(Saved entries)
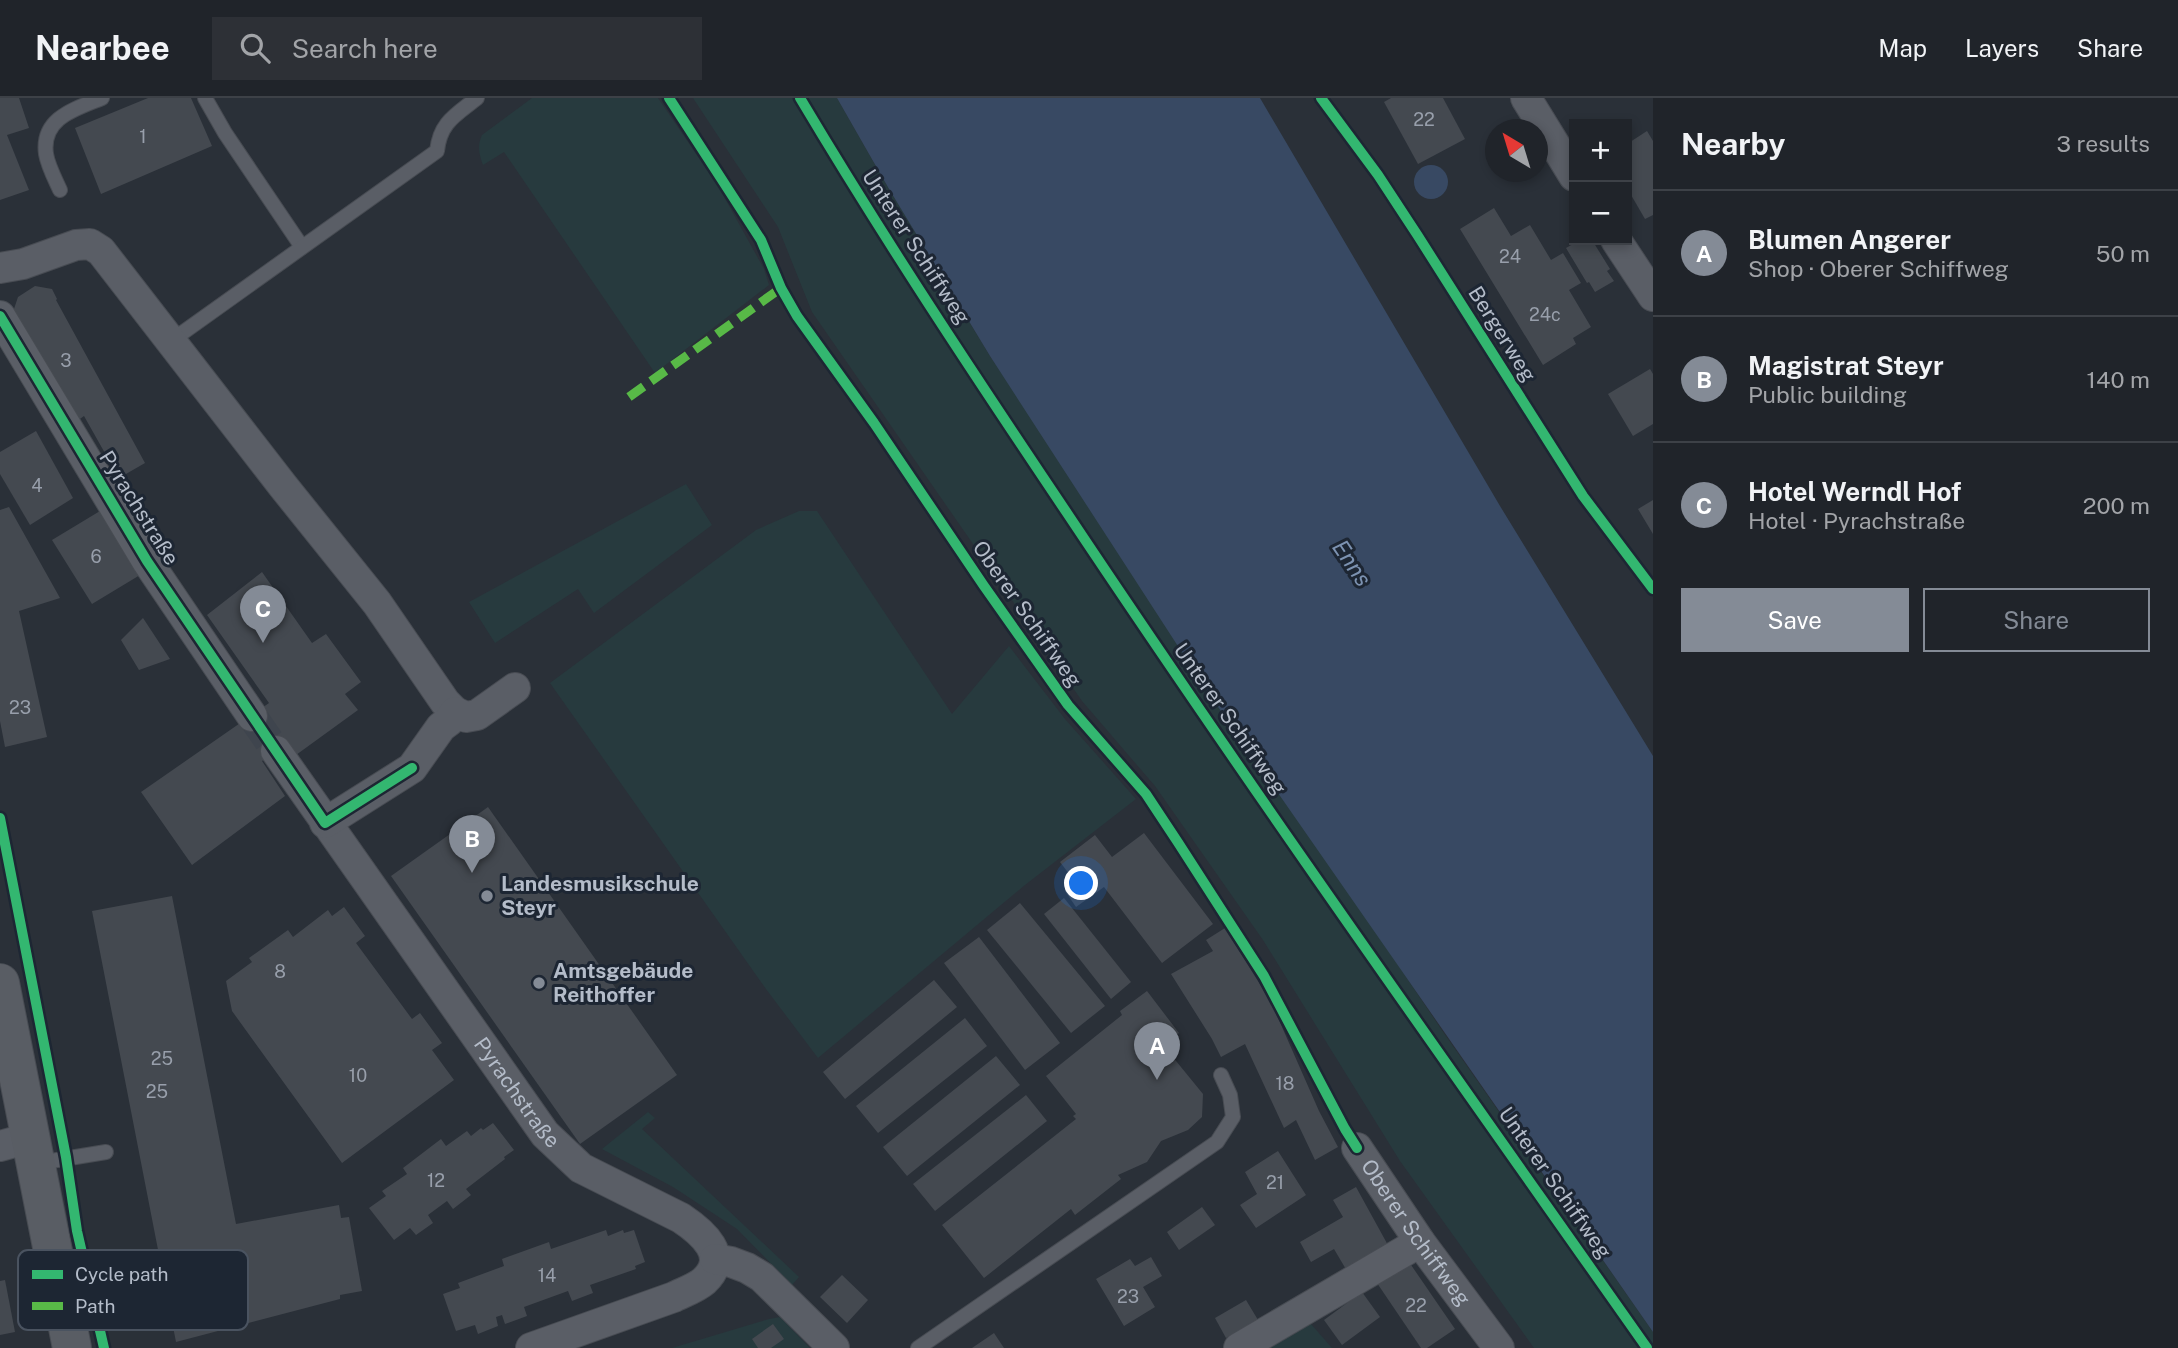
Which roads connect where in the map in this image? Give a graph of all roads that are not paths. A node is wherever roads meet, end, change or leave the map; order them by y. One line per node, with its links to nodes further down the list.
1 (102, 98): 6 (lane)
2 (205, 98): 8 (lane)
3 (477, 98): 8 (lane)
4 (1526, 98): 5 (street)
5 (1569, 168)
6 (60, 190)
7 (1619, 245): 10 (street)
8 (302, 247): 12 (lane)
9 (0, 268): 12 (street)
10 (1653, 296)
11 (0, 316): 15 (street, Pyrachstraße)
12 (171, 341): 14 (street)
13 (515, 688): 14 (street)
14 (455, 712): 17 (street)
15 (251, 716)
16 (276, 751): 17 (street, Pyrachstraße)
17 (326, 823): 25 (street, Pyrachstraße)
18 (0, 982): 21 (street)
19 (1221, 1075): 30 (lane)
20 (1357, 1148): 23 (street, Oberer Schiffweg)
21 (21, 1149): 22 (lane); 24 (street)
22 (106, 1152)
23 (1420, 1242): 31 (street); 32 (street, Oberer Schiffweg)
24 (47, 1250)
25 (715, 1259): 28 (street); 29 (street)
26 (67, 1330): 27 (street)
27 (72, 1348)
28 (531, 1348)
29 (834, 1348)
30 (918, 1348)
31 (1239, 1348)
32 (1499, 1348)

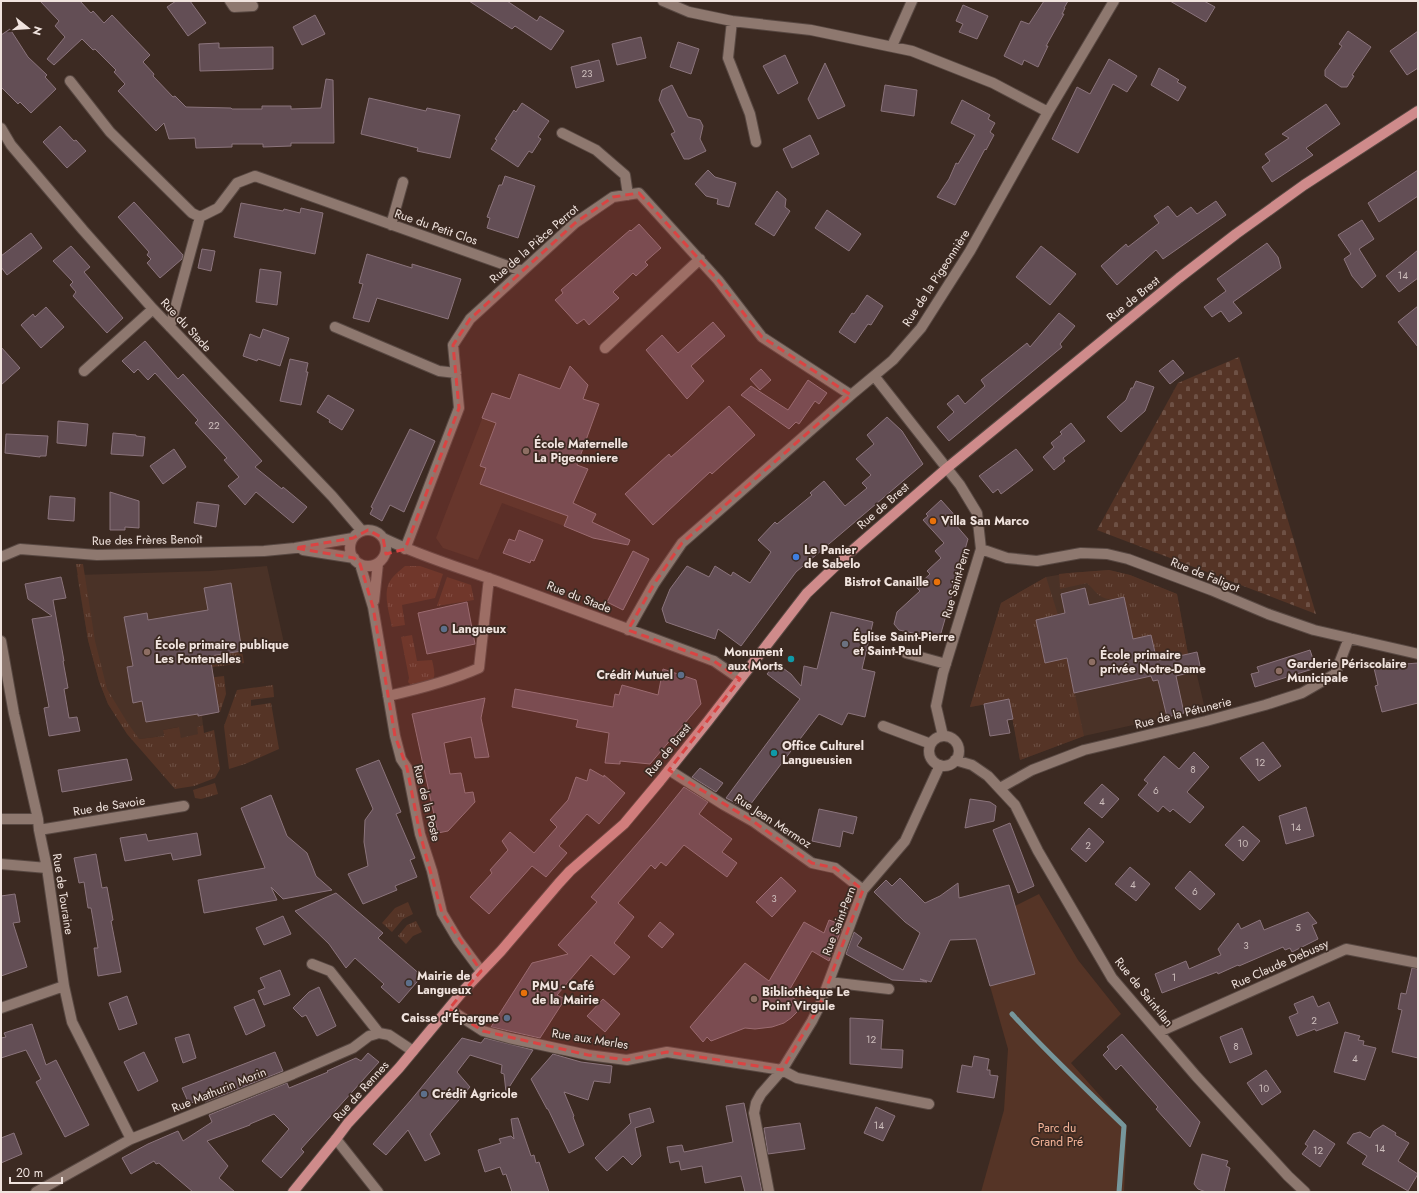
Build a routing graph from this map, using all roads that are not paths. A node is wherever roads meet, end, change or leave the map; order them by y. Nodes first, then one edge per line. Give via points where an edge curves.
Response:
1 (230, 1) edge
2 (663, 1) edge
3 (912, 1) edge
4 (1114, 1) edge
5 (253, 6) dead end
6 (732, 21) junction
7 (892, 46) junction
8 (70, 81) dead end
9 (1418, 110) edge
10 (1048, 112) junction
11 (1, 128) edge
12 (562, 133) dead end
13 (756, 142) dead end
14 (403, 182) dead end
15 (628, 195) junction
16 (200, 217) junction
17 (390, 224) junction
18 (700, 259) junction
19 (522, 271) junction
20 (153, 309) junction
21 (170, 327) junction
22 (335, 327) dead end
23 (605, 348) dead end
24 (84, 371) dead end
25 (456, 373) junction
26 (875, 377) junction
27 (851, 395) junction
28 (947, 468) junction
29 (362, 531) junction
30 (353, 538) junction
31 (383, 538) junction
32 (295, 548) junction
33 (981, 548) junction
34 (405, 549) junction
35 (384, 554) junction
36 (1, 557) edge
37 (357, 561) junction
38 (378, 563) junction
39 (489, 578) junction
40 (373, 607) junction
41 (628, 630) junction
42 (1349, 638) junction
43 (1, 641) edge
44 (906, 654) dead end
45 (1418, 654) edge
46 (946, 664) junction
47 (740, 679) junction
48 (388, 696) junction
49 (883, 726) dead end
50 (943, 736) junction
51 (931, 744) junction
52 (955, 760) junction
53 (940, 766) junction
54 (669, 770) junction
55 (1000, 788) junction
56 (184, 806) dead end
57 (1, 819) edge
58 (38, 819) junction
59 (39, 830) junction
60 (1, 864) edge
61 (47, 868) junction
62 (863, 890) junction
63 (1418, 963) edge
64 (312, 964) dead end
65 (481, 971) junction
66 (829, 982) junction
67 (64, 986) junction
68 (889, 989) dead end
69 (1, 1008) edge
70 (449, 1009) junction
71 (1159, 1032) junction
72 (380, 1033) junction
73 (412, 1051) junction
74 (782, 1070) junction
75 (929, 1104) dead end
76 (131, 1139) junction
77 (336, 1139) junction
78 (36, 1192) edge
79 (293, 1192) edge
80 (378, 1192) edge
81 (770, 1192) edge
82 (1306, 1192) edge

1 - 5 street via 234,7
2 - 6 street via 689,12
3 - 7 street
4 - 10 street, Rue de la Pigeonnière
6 - 7 street via 811,30
6 - 13 street via 728,58 750,114
7 - 10 street via 912,51 992,83
8 - 16 street via 110,132 192,213
9 - 28 main road, Rue de Brest via 1304,185 1236,234
10 - 26 street, Rue de la Pigeonnière via 970,251 921,328
11 - 20 street, Rue du Stade via 11,145
12 - 15 street via 596,150 625,175
14 - 17 street
15 - 18 street, Rue de la Pièce Perrot via 639,193
15 - 19 street, Rue de la Pièce Perrot via 613,197 575,223
16 - 17 street, Rue du Petit Clos via 218,208 237,184 255,176
16 - 21 street
17 - 19 street, Rue du Petit Clos
18 - 23 street
18 - 27 street, Rue de la Pièce Perrot via 762,337
19 - 25 street, Rue de la Pièce Perrot via 470,319 453,345
20 - 21 street, Rue du Stade
20 - 24 street
21 - 29 street, Rue du Stade via 332,496
22 - 25 street via 439,371
25 - 34 street, Rue de la Pièce Perrot via 459,408
26 - 27 street, Rue de la Pigeonnière
26 - 28 street, Rue Saint-Pern
27 - 41 street, Rue de la Pigeonnière via 682,543 654,584
28 - 33 street, Rue Saint-Pern via 977,513
28 - 47 main road, Rue de Brest via 807,593
29 - 30 street
29 - 31 street via 374,531
30 - 32 street, Rue des Frères Benoît
30 - 37 street via 350,550
31 - 34 street, Rue du Stade
31 - 35 street via 386,549
32 - 36 street, Rue des Frères Benoît via 97,555 20,549
32 - 37 street, Rue des Frères Benoît
33 - 42 street, Rue de Faligot via 1007,558 1037,561 1081,553 1107,554 1128,559 1268,614 1314,630
33 - 46 street, Rue Saint-Pern
34 - 35 street
34 - 39 street, Rue du Stade
35 - 38 street
37 - 38 street via 371,566
37 - 40 street, Rue de la Poste
38 - 40 street, Rue de la Poste
39 - 41 street, Rue du Stade
39 - 48 street via 479,668 463,676
40 - 48 street, Rue de la Poste
41 - 47 street, Rue du Stade via 714,660
42 - 45 street, Rue de Faligot
42 - 55 street, Rue de la Pétunerie via 1335,674 1302,693 1206,721 1084,750 1032,770
43 - 58 street, Rue de Touraine via 14,714
44 - 46 street
46 - 50 street, Rue Saint-Pern via 936,706
47 - 54 main road, Rue de Brest
48 - 65 street, Rue de la Poste via 395,736 401,758 407,768 420,834 442,913
49 - 51 street
50 - 51 street
50 - 52 street via 956,742 958,752
51 - 53 street via 930,758
52 - 53 street via 948,765
52 - 55 street, Rue de Saint-Ilan via 972,765
53 - 62 street, Rue Saint-Pern via 905,841
54 - 62 street, Rue Jean Mermoz via 754,822 812,863 835,868
54 - 65 main road, Rue de Brest via 624,824 570,871
55 - 71 street, Rue de Saint-Ilan via 1015,805 1038,851 1112,978
56 - 59 street, Rue de Savoie
57 - 58 street
58 - 59 street, Rue de Touraine
59 - 61 street, Rue de Touraine
60 - 61 street
61 - 67 street, Rue de Touraine
62 - 66 street, Rue Saint-Pern
63 - 71 street, Rue Claude Debussy via 1346,949
64 - 72 street via 330,971
65 - 70 main road, Rue de Brest
66 - 68 street
66 - 74 street, Rue Saint-Pern via 812,1021
67 - 69 street
67 - 76 street, Rue de Touraine via 72,1022
70 - 73 main road, Rue de Rennes
70 - 74 street, Rue aux Merles via 483,1031 588,1055 627,1060 667,1052
71 - 82 street, Rue de Saint-Ilan via 1212,1094
72 - 73 street via 390,1035
72 - 76 street, Rue Mathurin Morin via 369,1036 353,1048 293,1074
73 - 77 main road, Rue de Rennes
74 - 75 street, Rue aux Merles via 797,1078
74 - 81 street, Rue Saint-Pern via 761,1094 754,1113
76 - 78 street, Rue Mathurin Morin
77 - 79 main road, Rue de Rennes
77 - 80 street

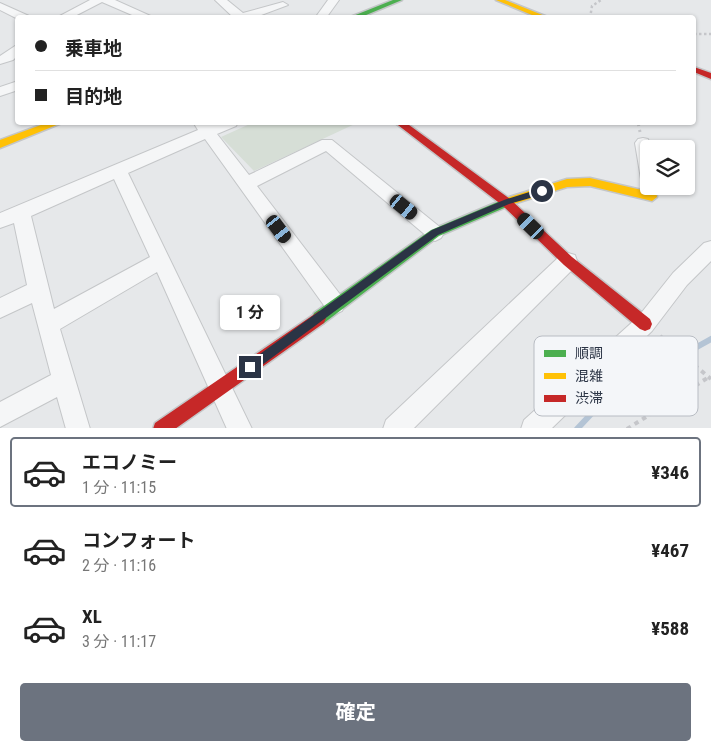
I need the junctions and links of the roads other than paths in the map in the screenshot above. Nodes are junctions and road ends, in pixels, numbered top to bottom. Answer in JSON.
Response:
{"nodes":[{"id":1,"x":98,"y":0,"type":"edge"},
{"id":2,"x":106,"y":0,"type":"edge"},
{"id":3,"x":220,"y":0,"type":"edge"},
{"id":4,"x":334,"y":0,"type":"edge"},
{"id":5,"x":399,"y":0,"type":"edge"},
{"id":6,"x":499,"y":0,"type":"edge"},
{"id":7,"x":281,"y":2,"type":"edge"},
{"id":8,"x":0,"y":6,"type":"edge"},
{"id":9,"x":19,"y":15,"type":"edge"},
{"id":10,"x":67,"y":15,"type":"edge"},
{"id":11,"x":143,"y":15,"type":"edge"},
{"id":12,"x":238,"y":15,"type":"edge"},
{"id":13,"x":245,"y":15,"type":"edge"},
{"id":14,"x":290,"y":15,"type":"edge"},
{"id":15,"x":322,"y":15,"type":"edge"},
{"id":16,"x":368,"y":15,"type":"edge"},
{"id":17,"x":539,"y":15,"type":"edge"},
{"id":18,"x":15,"y":51,"type":"edge"},
{"id":19,"x":0,"y":60,"type":"edge"},
{"id":20,"x":696,"y":71,"type":"edge"},
{"id":21,"x":711,"y":76,"type":"edge"},
{"id":22,"x":15,"y":86,"type":"edge"},
{"id":23,"x":0,"y":92,"type":"edge"},
{"id":24,"x":52,"y":125,"type":"edge"},
{"id":25,"x":218,"y":125,"type":"edge"},
{"id":26,"x":402,"y":125,"type":"edge"},
{"id":27,"x":204,"y":128,"type":"edge"},
{"id":28,"x":0,"y":144,"type":"edge"},
{"id":29,"x":119,"y":170,"type":"junction"},
{"id":30,"x":245,"y":184,"type":"junction"},
{"id":31,"x":640,"y":194,"type":"edge"},
{"id":32,"x":506,"y":202,"type":"junction"},
{"id":33,"x":21,"y":212,"type":"junction"},
{"id":34,"x":0,"y":221,"type":"edge"},
{"id":35,"x":435,"y":233,"type":"junction"},
{"id":36,"x":711,"y":249,"type":"edge"},
{"id":37,"x":161,"y":260,"type":"junction"},
{"id":38,"x":568,"y":261,"type":"junction"},
{"id":39,"x":38,"y":290,"type":"junction"},
{"id":40,"x":335,"y":304,"type":"junction"},
{"id":41,"x":0,"y":308,"type":"edge"},
{"id":42,"x":48,"y":324,"type":"junction"},
{"id":43,"x":645,"y":324,"type":"junction"},
{"id":44,"x":632,"y":336,"type":"edge"},
{"id":45,"x":64,"y":381,"type":"junction"},
{"id":46,"x":222,"y":388,"type":"junction"},
{"id":47,"x":0,"y":415,"type":"edge"},
{"id":48,"x":547,"y":416,"type":"edge"},
{"id":49,"x":78,"y":428,"type":"edge"},
{"id":50,"x":160,"y":428,"type":"edge"},
{"id":51,"x":240,"y":428,"type":"edge"},
{"id":52,"x":395,"y":428,"type":"edge"},
{"id":53,"x":534,"y":428,"type":"edge"}],
"edges":[{"from":1,"to":10,"type":"street"},
{"from":2,"to":11,"type":"street"},
{"from":3,"to":12,"type":"street"},
{"from":4,"to":15,"type":"street"},
{"from":5,"to":16,"type":"street"},
{"from":6,"to":17,"type":"street"},
{"from":7,"to":13,"type":"street"},
{"from":7,"to":14,"type":"street"},
{"from":8,"to":9,"type":"street"},
{"from":18,"to":19,"type":"street"},
{"from":20,"to":21,"type":"street"},
{"from":22,"to":23,"type":"street"},
{"from":24,"to":28,"type":"street"},
{"from":25,"to":27,"type":"street"},
{"from":26,"to":32,"type":"street"},
{"from":27,"to":29,"type":"street"},
{"from":27,"to":30,"type":"street"},
{"from":29,"to":33,"type":"street"},
{"from":29,"to":37,"type":"street"},
{"from":30,"to":35,"type":"street"},
{"from":30,"to":40,"type":"street"},
{"from":31,"to":32,"type":"street"},
{"from":32,"to":35,"type":"street"},
{"from":32,"to":38,"type":"street"},
{"from":33,"to":34,"type":"street"},
{"from":33,"to":39,"type":"street"},
{"from":35,"to":40,"type":"street"},
{"from":36,"to":43,"type":"street"},
{"from":37,"to":42,"type":"street"},
{"from":37,"to":46,"type":"street"},
{"from":38,"to":43,"type":"street"},
{"from":38,"to":52,"type":"street"},
{"from":39,"to":41,"type":"street"},
{"from":39,"to":42,"type":"street"},
{"from":40,"to":46,"type":"street"},
{"from":42,"to":45,"type":"street"},
{"from":43,"to":44,"type":"street"},
{"from":45,"to":47,"type":"street"},
{"from":45,"to":49,"type":"street"},
{"from":46,"to":50,"type":"street"},
{"from":46,"to":51,"type":"street"},
{"from":48,"to":53,"type":"street"}]}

▸ **Assignment**:
Can the lines from the start of the records through the line with "Build a routing" be given again exactly, with the pictures left out?

▸ **Your response**:
Which roads connect where in the map in this image? Give a graph of all roads that are not paths. A node is wherever roads meet, end, change or leave the map; order them by y. One line per node, with its links to nodes further down the list.
1 (102, 98): 6 (lane)
2 (205, 98): 8 (lane)
3 (477, 98): 8 (lane)
4 (1526, 98): 5 (street)
5 (1569, 168)
6 (60, 190)
7 (1619, 245): 10 (street)
8 (302, 247): 12 (lane)
9 (0, 268): 12 (street)
10 (1653, 296)
11 (0, 316): 15 (street, Pyrachstraße)
12 (171, 341): 14 (street)
13 (515, 688): 14 (street)
14 (455, 712): 17 (street)
15 (251, 716)
16 (276, 751): 17 (street, Pyrachstraße)
17 (326, 823): 25 (street, Pyrachstraße)
18 (0, 982): 21 (street)
19 (1221, 1075): 30 (lane)
20 (1357, 1148): 23 (street, Oberer Schiffweg)
21 (21, 1149): 22 (lane); 24 (street)
22 (106, 1152)
23 (1420, 1242): 31 (street); 32 (street, Oberer Schiffweg)
24 (47, 1250)
25 (715, 1259): 28 (street); 29 (street)
26 (67, 1330): 27 (street)
27 (72, 1348)
28 (531, 1348)
29 (834, 1348)
30 (918, 1348)
31 (1239, 1348)
32 (1499, 1348)

Build a routing graph from this map, using all roads that are not paths. A node is wherever roads meet, end, change or leave the map; order them by y. Nodes first, then one edge per line. Give via points where an edge curves.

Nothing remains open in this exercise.